January 15, 2020 - Yesterday, the Sierra Club, the Center for Biological Diversity, Central California Environmental Justice Network, Los Padres Forest Watch, Natural Resources Defense Council, the Wilderness Society, Patagonia, and National Parks Conservation Association brought suit challenging the U.S. Bureau of Land Management's resource management plan that would open up 1.2 million acres of federal mineral estate across eight counties in California's southern Central Coast and Central Valley regions to oil and gas leasing. The plan for BLM's Bakersfield field office opens a vast portion of California to new federal oil and gas leasing that had been under an effective moratorium on new leasing as a result of lawsuits brought in 2011 and 2014 by the Sierra Club, the Center for Biological Diversity, and Los Padres Forest Watch.

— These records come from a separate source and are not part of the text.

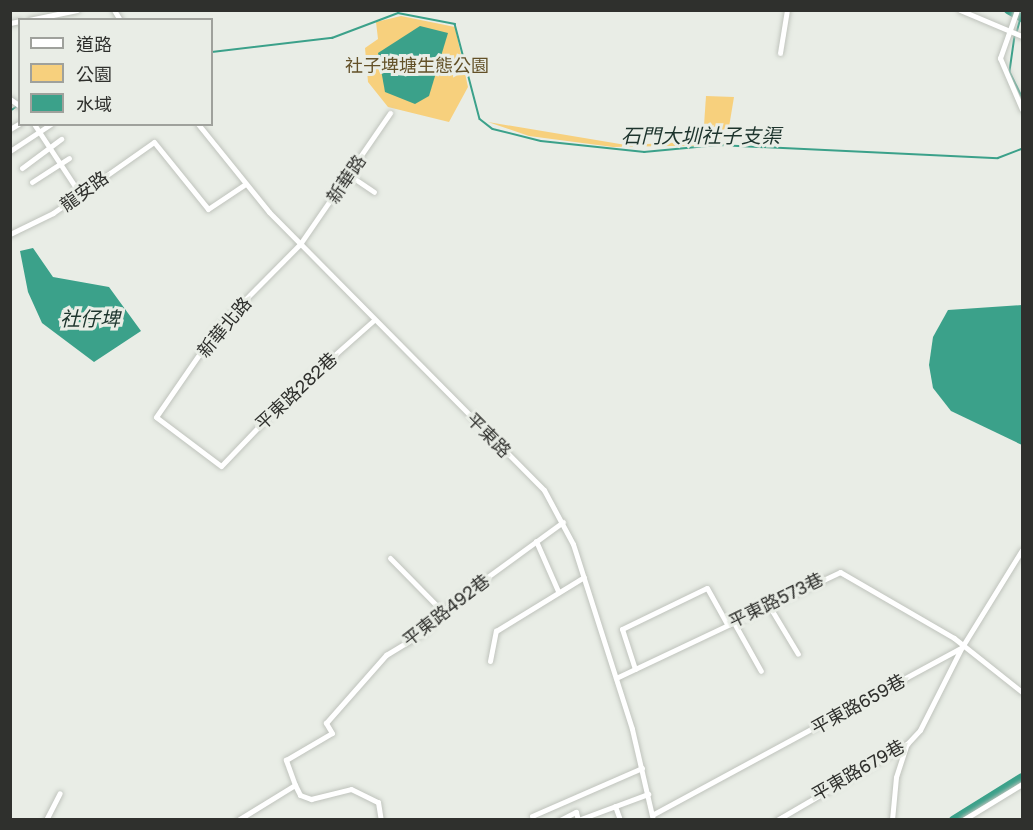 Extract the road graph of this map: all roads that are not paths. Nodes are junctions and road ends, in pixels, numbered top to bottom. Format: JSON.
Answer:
{"nodes":[{"id":1,"x":77,"y":10,"type":"edge"},
{"id":2,"x":787,"y":10,"type":"edge"},
{"id":3,"x":960,"y":10,"type":"edge"},
{"id":4,"x":1017,"y":10,"type":"edge"},
{"id":5,"x":39,"y":18,"type":"edge"},
{"id":6,"x":1016,"y":31,"type":"edge"},
{"id":7,"x":780,"y":52,"type":"dead end"},
{"id":8,"x":10,"y":99,"type":"edge"},
{"id":9,"x":18,"y":105,"type":"edge"},
{"id":10,"x":1023,"y":109,"type":"edge"},
{"id":11,"x":390,"y":113,"type":"dead end"},
{"id":12,"x":35,"y":126,"type":"edge"},
{"id":13,"x":48,"y":126,"type":"edge"},
{"id":14,"x":200,"y":126,"type":"edge"},
{"id":15,"x":39,"y":132,"type":"junction"},
{"id":16,"x":61,"y":139,"type":"dead end"},
{"id":17,"x":50,"y":147,"type":"junction"},
{"id":18,"x":10,"y":151,"type":"edge"},
{"id":19,"x":69,"y":158,"type":"dead end"},
{"id":20,"x":60,"y":164,"type":"junction"},
{"id":21,"x":22,"y":168,"type":"dead end"},
{"id":22,"x":349,"y":175,"type":"junction"},
{"id":23,"x":32,"y":182,"type":"dead end"},
{"id":24,"x":244,"y":185,"type":"junction"},
{"id":25,"x":374,"y":192,"type":"dead end"},
{"id":26,"x":80,"y":194,"type":"junction"},
{"id":27,"x":10,"y":234,"type":"edge"},
{"id":28,"x":300,"y":244,"type":"junction"},
{"id":29,"x":374,"y":320,"type":"junction"},
{"id":30,"x":221,"y":466,"type":"joint"},
{"id":31,"x":563,"y":522,"type":"junction"},
{"id":32,"x":536,"y":541,"type":"junction"},
{"id":33,"x":1023,"y":550,"type":"edge"},
{"id":34,"x":390,"y":558,"type":"dead end"},
{"id":35,"x":584,"y":577,"type":"junction"},
{"id":36,"x":558,"y":591,"type":"junction"},
{"id":37,"x":768,"y":604,"type":"junction"},
{"id":38,"x":443,"y":612,"type":"junction"},
{"id":39,"x":733,"y":621,"type":"junction"},
{"id":40,"x":727,"y":624,"type":"junction"},
{"id":41,"x":962,"y":647,"type":"junction"},
{"id":42,"x":798,"y":654,"type":"dead end"},
{"id":43,"x":490,"y":661,"type":"dead end"},
{"id":44,"x":634,"y":669,"type":"junction"},
{"id":45,"x":761,"y":671,"type":"dead end"},
{"id":46,"x":616,"y":678,"type":"junction"},
{"id":47,"x":1023,"y":692,"type":"edge"},
{"id":48,"x":907,"y":744,"type":"junction"},
{"id":49,"x":642,"y":768,"type":"junction"},
{"id":50,"x":1022,"y":784,"type":"edge"},
{"id":51,"x":295,"y":785,"type":"junction"},
{"id":52,"x":60,"y":793,"type":"dead end"},
{"id":53,"x":648,"y":794,"type":"junction"},
{"id":54,"x":1023,"y":794,"type":"edge"},
{"id":55,"x":615,"y":806,"type":"junction"},
{"id":56,"x":598,"y":812,"type":"junction"},
{"id":57,"x":532,"y":816,"type":"dead end"},
{"id":58,"x":652,"y":817,"type":"edge"},
{"id":59,"x":46,"y":819,"type":"edge"},
{"id":60,"x":238,"y":819,"type":"edge"},
{"id":61,"x":381,"y":819,"type":"edge"},
{"id":62,"x":560,"y":819,"type":"edge"},
{"id":63,"x":578,"y":819,"type":"edge"},
{"id":64,"x":600,"y":819,"type":"edge"},
{"id":65,"x":620,"y":819,"type":"edge"},
{"id":66,"x":777,"y":819,"type":"edge"},
{"id":67,"x":892,"y":819,"type":"edge"},
{"id":68,"x":963,"y":819,"type":"edge"}],
"edges":[{"from":1,"to":5,"type":"street"},
{"from":2,"to":7,"type":"street"},
{"from":3,"to":6,"type":"street"},
{"from":4,"to":6,"type":"street"},
{"from":6,"to":10,"type":"street"},
{"from":8,"to":9,"type":"street"},
{"from":11,"to":22,"type":"street","name":"新華路"},
{"from":12,"to":15,"type":"street"},
{"from":13,"to":15,"type":"street"},
{"from":14,"to":24,"type":"street","name":"平東路"},
{"from":15,"to":17,"type":"street"},
{"from":15,"to":18,"type":"street"},
{"from":16,"to":17,"type":"street"},
{"from":17,"to":20,"type":"street"},
{"from":17,"to":21,"type":"street"},
{"from":19,"to":20,"type":"street"},
{"from":20,"to":23,"type":"street"},
{"from":20,"to":26,"type":"street"},
{"from":22,"to":25,"type":"street"},
{"from":22,"to":28,"type":"street","name":"新華路"},
{"from":24,"to":26,"type":"street","name":"龍安路"},
{"from":24,"to":28,"type":"street","name":"平東路"},
{"from":26,"to":27,"type":"street","name":"龍安路"},
{"from":28,"to":29,"type":"street","name":"平東路"},
{"from":28,"to":30,"type":"street","name":"新華北路"},
{"from":29,"to":30,"type":"street","name":"平東路282巷"},
{"from":29,"to":31,"type":"street","name":"平東路"},
{"from":31,"to":32,"type":"street","name":"平東路492巷"},
{"from":31,"to":35,"type":"street","name":"平東路"},
{"from":32,"to":36,"type":"street"},
{"from":32,"to":38,"type":"street","name":"平東路492巷"},
{"from":33,"to":41,"type":"street","name":"平東路659巷"},
{"from":34,"to":38,"type":"street"},
{"from":35,"to":36,"type":"street"},
{"from":35,"to":46,"type":"street","name":"平東路"},
{"from":36,"to":43,"type":"street"},
{"from":37,"to":39,"type":"street","name":"平東路573巷"},
{"from":37,"to":41,"type":"street","name":"平東路573巷"},
{"from":37,"to":42,"type":"street"},
{"from":38,"to":51,"type":"street","name":"平東路492巷"},
{"from":39,"to":40,"type":"street","name":"平東路573巷"},
{"from":39,"to":45,"type":"street"},
{"from":40,"to":44,"type":"street","name":"平東路573巷"},
{"from":40,"to":44,"type":"street"},
{"from":41,"to":47,"type":"street"},
{"from":41,"to":48,"type":"street","name":"平東路679巷"},
{"from":41,"to":58,"type":"street","name":"平東路659巷"},
{"from":44,"to":46,"type":"street","name":"平東路573巷"},
{"from":46,"to":49,"type":"street","name":"平東路"},
{"from":48,"to":66,"type":"street","name":"平東路679巷"},
{"from":48,"to":67,"type":"street"},
{"from":49,"to":53,"type":"street","name":"平東路"},
{"from":49,"to":57,"type":"street"},
{"from":50,"to":54,"type":"street"},
{"from":50,"to":68,"type":"street"},
{"from":51,"to":60,"type":"street"},
{"from":51,"to":61,"type":"street"},
{"from":52,"to":59,"type":"street"},
{"from":53,"to":55,"type":"street"},
{"from":53,"to":58,"type":"street","name":"平東路"},
{"from":55,"to":56,"type":"street"},
{"from":55,"to":65,"type":"street"},
{"from":56,"to":63,"type":"street"},
{"from":56,"to":64,"type":"street"},
{"from":62,"to":63,"type":"street"}]}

The Bakersfield office covers one of the largest oil and gas producing regions in the country: eight of the 20 largest oilfields in the lower 48 states are located in Kern County and approximately 200 new wells are drilled in the planning area every year. Oil and gas production harms communities and the environment by releasing air pollutants including nitrogen oxides, sulfur dioxide, particulate matter and volatile organic compounds, as well as greenhouse gases. In part as a result of this oil and gas development, the region also has some of the nation’s worst air quality, including being classified as an “extreme” nonattainment area for ozone under the federal Clean Air Act. These impacts are most severely felt by the local community, which has a population with higher proportions of Hispanic and black persons than the state average and a higher proportion of persons living below the poverty line.

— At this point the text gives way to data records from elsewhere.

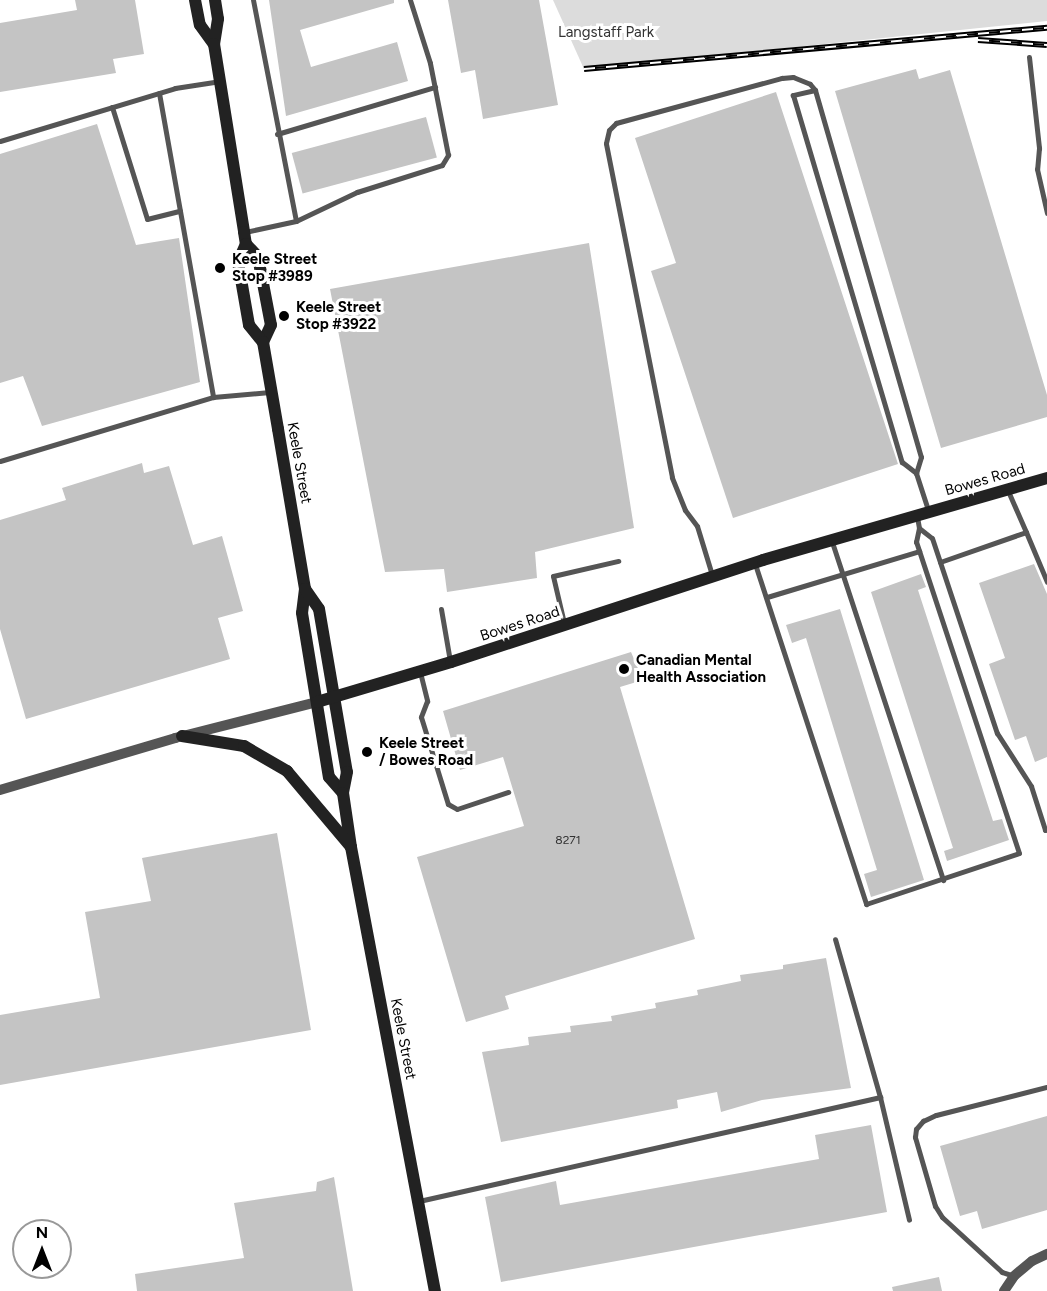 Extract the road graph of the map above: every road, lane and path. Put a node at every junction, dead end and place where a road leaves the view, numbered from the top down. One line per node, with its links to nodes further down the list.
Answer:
1 (195, 0): 5 (main road, Keele Street)
2 (215, 0): 5 (main road, Keele Street)
3 (253, 0): 12 (lane)
4 (410, 0): 8 (lane)
5 (214, 44): 7 (main road, Keele Street)
6 (1029, 57): 15 (lane)
7 (220, 81): 10 (lane); 17 (main road, Keele Street)
8 (435, 87): 12 (lane); 16 (lane)
9 (815, 90): 22 (lane); 22 (lane); 33 (lane)
10 (159, 93): 11 (lane); 14 (lane)
11 (112, 107): 13 (lane); 14 (lane)
12 (277, 134): 16 (lane)
13 (0, 141)
14 (180, 212): 20 (lane)
15 (1047, 213)
16 (296, 222): 17 (lane)
17 (245, 238): 18 (main road, Keele Street); 18 (main road, Keele Street)
18 (263, 342): 19 (main road, Keele Street)
19 (272, 392): 20 (lane); 35 (main road, Keele Street)
20 (213, 397): 21 (lane)
21 (0, 461)
22 (916, 472): 25 (lane)
23 (1047, 478): 24 (main road, Bowes Road)
24 (1008, 490): 25 (main road, Bowes Road); 26 (lane)
25 (921, 519): 27 (main road, Bowes Road); 28 (lane); 30 (lane)
26 (1026, 532): 30 (lane); 34 (lane)
27 (832, 540): 31 (main road, Bowes Road); 32 (lane)
28 (919, 551): 32 (lane); 49 (lane)
29 (618, 561): 38 (lane)
30 (940, 562): 47 (lane)
31 (754, 563): 33 (main road, Bowes Road); 36 (lane)
32 (844, 574): 36 (lane); 49 (lane)
33 (712, 576): 38 (main road, Bowes Road)
34 (1047, 582)
35 (305, 589): 41 (main road, Keele Street); 42 (main road, Keele Street)
36 (767, 597): 49 (lane)
37 (441, 609): 39 (lane)
38 (565, 625): 39 (main road, Bowes Road)
39 (451, 662): 40 (main road, Bowes Road)
40 (420, 670): 41 (main road, Bowes Road); 45 (lane)
41 (334, 697): 42 (main road, Bowes Road); 46 (main road, Keele Street)
42 (317, 702): 43 (street, Bowes Road); 46 (main road, Keele Street)
43 (182, 736): 44 (street, Bowes Road); 48 (main road)
44 (0, 790)
45 (508, 792)
46 (343, 793): 48 (main road, Keele Street)
47 (1047, 829)
48 (351, 847): 53 (main road, Keele Street)
49 (943, 879)
50 (835, 939): 52 (lane)
51 (1047, 1087): 56 (lane)
52 (880, 1097): 53 (lane); 54 (lane)
53 (419, 1201): 57 (main road, Keele Street)
54 (909, 1220)
55 (1047, 1254): 56 (street)
56 (1014, 1276): 58 (street)
57 (435, 1291)
58 (1004, 1291)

The Club and its allies' lawsuit challenges the resource management plan under the National Environmental Policy Act. BLM violated the law by failing to take a “hard look” at the adverse environmental impacts of its proposed action by understating both the number of wells that will likely be fracked and the impacts of each fracked well. Additionally, BLM failed to meaningfully respond to public comments. Despite detailed and technical comments filed by the Club and others, BLM provided only a general boilerplate dismissal that failed to acknowledge and address the substance of the Club’s and our allies’ comments.

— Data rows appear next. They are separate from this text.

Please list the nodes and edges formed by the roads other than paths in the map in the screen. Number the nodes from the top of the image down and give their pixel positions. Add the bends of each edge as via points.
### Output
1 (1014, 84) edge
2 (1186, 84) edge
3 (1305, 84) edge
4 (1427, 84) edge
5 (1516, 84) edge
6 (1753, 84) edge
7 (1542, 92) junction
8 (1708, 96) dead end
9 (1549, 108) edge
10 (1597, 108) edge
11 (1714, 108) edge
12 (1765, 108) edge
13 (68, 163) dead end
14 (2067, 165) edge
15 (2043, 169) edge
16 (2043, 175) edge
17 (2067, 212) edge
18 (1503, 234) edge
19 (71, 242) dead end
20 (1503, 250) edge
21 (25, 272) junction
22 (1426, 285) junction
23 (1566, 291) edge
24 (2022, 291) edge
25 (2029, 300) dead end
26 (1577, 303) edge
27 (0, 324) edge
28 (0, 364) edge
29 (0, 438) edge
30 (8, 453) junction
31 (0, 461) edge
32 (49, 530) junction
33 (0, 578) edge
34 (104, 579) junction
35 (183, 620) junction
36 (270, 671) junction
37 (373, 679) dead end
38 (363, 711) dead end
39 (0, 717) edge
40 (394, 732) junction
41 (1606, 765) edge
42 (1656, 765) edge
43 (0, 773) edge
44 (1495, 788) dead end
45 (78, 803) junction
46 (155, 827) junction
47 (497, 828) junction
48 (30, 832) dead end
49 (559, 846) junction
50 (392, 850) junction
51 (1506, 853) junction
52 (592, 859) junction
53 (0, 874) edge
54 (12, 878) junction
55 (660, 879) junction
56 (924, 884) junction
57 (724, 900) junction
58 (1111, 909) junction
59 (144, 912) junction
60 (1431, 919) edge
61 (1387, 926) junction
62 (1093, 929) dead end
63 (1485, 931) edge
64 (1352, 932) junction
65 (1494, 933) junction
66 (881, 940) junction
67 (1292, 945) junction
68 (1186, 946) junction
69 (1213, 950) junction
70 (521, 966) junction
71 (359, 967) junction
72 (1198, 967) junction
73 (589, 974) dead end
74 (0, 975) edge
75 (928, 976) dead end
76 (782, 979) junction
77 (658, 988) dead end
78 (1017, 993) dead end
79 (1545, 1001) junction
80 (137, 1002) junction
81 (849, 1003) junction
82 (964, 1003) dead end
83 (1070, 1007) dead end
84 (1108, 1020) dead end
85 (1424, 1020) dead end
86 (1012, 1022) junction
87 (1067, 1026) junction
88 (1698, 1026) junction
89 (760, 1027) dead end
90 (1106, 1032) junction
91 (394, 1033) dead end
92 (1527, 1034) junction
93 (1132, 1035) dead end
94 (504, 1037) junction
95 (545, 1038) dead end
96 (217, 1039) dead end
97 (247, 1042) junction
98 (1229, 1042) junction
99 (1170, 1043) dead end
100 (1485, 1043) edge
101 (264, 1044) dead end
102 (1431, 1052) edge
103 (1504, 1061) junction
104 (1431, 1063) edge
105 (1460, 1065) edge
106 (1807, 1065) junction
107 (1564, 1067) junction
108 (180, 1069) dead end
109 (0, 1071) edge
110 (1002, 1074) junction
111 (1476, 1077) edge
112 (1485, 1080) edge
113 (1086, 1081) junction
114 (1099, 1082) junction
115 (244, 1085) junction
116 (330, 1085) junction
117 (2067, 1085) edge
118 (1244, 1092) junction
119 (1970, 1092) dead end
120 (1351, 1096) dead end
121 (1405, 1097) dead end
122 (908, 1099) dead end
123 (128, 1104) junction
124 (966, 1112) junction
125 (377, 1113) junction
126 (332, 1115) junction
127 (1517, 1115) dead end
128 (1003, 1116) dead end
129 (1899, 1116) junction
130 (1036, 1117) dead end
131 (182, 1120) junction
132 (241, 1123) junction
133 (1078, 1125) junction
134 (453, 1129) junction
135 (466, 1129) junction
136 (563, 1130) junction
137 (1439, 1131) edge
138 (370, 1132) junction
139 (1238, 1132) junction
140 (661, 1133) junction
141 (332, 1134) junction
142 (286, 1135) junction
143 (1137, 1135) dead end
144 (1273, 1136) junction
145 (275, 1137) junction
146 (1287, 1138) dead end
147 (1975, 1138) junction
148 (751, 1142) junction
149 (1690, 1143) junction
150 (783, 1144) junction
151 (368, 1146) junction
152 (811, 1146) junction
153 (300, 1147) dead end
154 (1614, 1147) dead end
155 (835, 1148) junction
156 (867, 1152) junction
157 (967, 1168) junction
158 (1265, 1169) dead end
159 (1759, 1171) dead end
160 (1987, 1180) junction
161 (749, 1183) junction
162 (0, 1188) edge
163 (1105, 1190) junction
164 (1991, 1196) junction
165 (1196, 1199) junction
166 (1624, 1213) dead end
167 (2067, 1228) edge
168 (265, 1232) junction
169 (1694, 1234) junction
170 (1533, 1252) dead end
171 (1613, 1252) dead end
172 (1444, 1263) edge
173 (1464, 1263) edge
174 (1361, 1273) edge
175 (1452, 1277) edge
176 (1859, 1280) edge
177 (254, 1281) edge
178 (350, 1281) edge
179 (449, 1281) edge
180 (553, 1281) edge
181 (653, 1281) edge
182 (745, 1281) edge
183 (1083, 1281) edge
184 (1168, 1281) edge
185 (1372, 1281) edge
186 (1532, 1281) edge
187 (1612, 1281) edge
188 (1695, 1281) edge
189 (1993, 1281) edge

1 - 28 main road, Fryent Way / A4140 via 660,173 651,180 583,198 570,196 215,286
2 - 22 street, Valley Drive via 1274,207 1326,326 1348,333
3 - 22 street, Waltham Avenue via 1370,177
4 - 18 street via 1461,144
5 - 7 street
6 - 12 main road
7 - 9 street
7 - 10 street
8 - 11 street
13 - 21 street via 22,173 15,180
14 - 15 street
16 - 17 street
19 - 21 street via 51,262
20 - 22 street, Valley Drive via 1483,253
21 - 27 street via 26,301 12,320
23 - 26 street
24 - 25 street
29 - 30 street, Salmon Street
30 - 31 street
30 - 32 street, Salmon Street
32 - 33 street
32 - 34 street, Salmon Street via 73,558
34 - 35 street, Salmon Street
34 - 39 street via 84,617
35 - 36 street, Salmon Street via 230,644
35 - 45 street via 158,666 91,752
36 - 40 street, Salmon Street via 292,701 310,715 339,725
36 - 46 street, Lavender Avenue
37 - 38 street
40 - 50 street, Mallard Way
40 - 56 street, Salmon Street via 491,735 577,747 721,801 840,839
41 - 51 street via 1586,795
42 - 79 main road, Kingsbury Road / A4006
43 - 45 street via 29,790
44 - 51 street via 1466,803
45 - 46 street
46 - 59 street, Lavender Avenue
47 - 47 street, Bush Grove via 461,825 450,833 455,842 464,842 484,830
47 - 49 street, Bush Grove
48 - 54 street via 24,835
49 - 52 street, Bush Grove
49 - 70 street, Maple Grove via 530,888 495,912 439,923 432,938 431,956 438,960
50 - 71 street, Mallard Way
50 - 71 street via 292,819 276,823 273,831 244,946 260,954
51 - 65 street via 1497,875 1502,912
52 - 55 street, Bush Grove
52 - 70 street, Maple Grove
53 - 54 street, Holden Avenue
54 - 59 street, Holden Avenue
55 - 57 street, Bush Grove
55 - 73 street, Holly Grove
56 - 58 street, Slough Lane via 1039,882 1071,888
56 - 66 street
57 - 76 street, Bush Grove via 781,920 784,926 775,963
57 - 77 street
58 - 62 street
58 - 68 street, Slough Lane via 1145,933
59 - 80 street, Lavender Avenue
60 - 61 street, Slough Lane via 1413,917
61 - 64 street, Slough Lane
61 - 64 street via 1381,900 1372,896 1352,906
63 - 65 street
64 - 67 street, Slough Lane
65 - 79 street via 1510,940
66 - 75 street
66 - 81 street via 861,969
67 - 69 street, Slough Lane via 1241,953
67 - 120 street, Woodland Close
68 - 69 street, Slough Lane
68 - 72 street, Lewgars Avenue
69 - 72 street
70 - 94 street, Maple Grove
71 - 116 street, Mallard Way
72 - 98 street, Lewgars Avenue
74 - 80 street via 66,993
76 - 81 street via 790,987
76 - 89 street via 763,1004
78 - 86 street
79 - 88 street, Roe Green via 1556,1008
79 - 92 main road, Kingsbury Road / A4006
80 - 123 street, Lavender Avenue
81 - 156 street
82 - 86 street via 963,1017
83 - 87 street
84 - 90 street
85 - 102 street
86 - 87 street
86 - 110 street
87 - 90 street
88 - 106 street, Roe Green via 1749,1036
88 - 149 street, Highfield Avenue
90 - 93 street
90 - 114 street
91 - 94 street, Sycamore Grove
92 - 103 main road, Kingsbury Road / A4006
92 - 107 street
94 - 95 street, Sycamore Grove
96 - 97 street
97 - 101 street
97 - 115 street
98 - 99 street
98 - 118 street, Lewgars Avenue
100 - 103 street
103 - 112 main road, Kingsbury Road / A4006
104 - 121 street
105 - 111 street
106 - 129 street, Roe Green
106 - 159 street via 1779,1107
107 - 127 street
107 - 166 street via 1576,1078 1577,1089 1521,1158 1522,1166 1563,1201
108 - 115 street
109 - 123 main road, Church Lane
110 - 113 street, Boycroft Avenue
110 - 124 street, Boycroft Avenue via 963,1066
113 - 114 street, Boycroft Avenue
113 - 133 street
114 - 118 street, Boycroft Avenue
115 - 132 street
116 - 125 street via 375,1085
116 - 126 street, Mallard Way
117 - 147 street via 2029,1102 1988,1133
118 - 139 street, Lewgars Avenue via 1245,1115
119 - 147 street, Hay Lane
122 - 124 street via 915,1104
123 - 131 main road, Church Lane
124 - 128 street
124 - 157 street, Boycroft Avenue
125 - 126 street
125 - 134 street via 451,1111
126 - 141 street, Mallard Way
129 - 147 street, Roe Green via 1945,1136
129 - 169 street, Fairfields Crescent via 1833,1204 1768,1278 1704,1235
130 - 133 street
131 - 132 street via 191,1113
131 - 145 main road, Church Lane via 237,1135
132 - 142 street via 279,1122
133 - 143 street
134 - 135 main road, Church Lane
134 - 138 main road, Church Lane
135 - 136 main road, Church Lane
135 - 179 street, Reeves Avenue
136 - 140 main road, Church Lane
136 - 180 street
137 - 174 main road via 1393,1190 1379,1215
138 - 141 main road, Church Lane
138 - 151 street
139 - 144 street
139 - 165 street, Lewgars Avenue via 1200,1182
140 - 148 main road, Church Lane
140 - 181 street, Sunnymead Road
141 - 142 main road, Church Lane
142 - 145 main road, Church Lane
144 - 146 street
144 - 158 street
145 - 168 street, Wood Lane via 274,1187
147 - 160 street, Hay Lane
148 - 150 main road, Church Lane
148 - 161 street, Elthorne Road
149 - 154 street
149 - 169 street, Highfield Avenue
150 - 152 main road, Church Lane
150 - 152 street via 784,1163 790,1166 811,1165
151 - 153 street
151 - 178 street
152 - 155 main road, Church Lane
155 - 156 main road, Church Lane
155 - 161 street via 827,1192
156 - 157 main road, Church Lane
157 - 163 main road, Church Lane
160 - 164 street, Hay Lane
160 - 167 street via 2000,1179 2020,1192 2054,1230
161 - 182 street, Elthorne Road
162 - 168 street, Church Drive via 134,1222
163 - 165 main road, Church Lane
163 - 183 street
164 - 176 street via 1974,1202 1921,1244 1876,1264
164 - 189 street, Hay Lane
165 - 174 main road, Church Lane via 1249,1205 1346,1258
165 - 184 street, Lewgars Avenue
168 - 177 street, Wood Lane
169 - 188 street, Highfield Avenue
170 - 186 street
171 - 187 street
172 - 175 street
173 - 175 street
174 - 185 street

BLM's decision to reopen federal lands in California to oil and gas leasing is largely opposed by the public. In fact, BLM received over 90,000 public comments opposing new oil and gas leasing. If successful, the Club's lawsuit will force BLM to thoroughly disclose and consider the environmental impacts of fracking and other forms of oil and gas development, hopefully leading to a decision to eliminate or strongly restrict new leasing in California.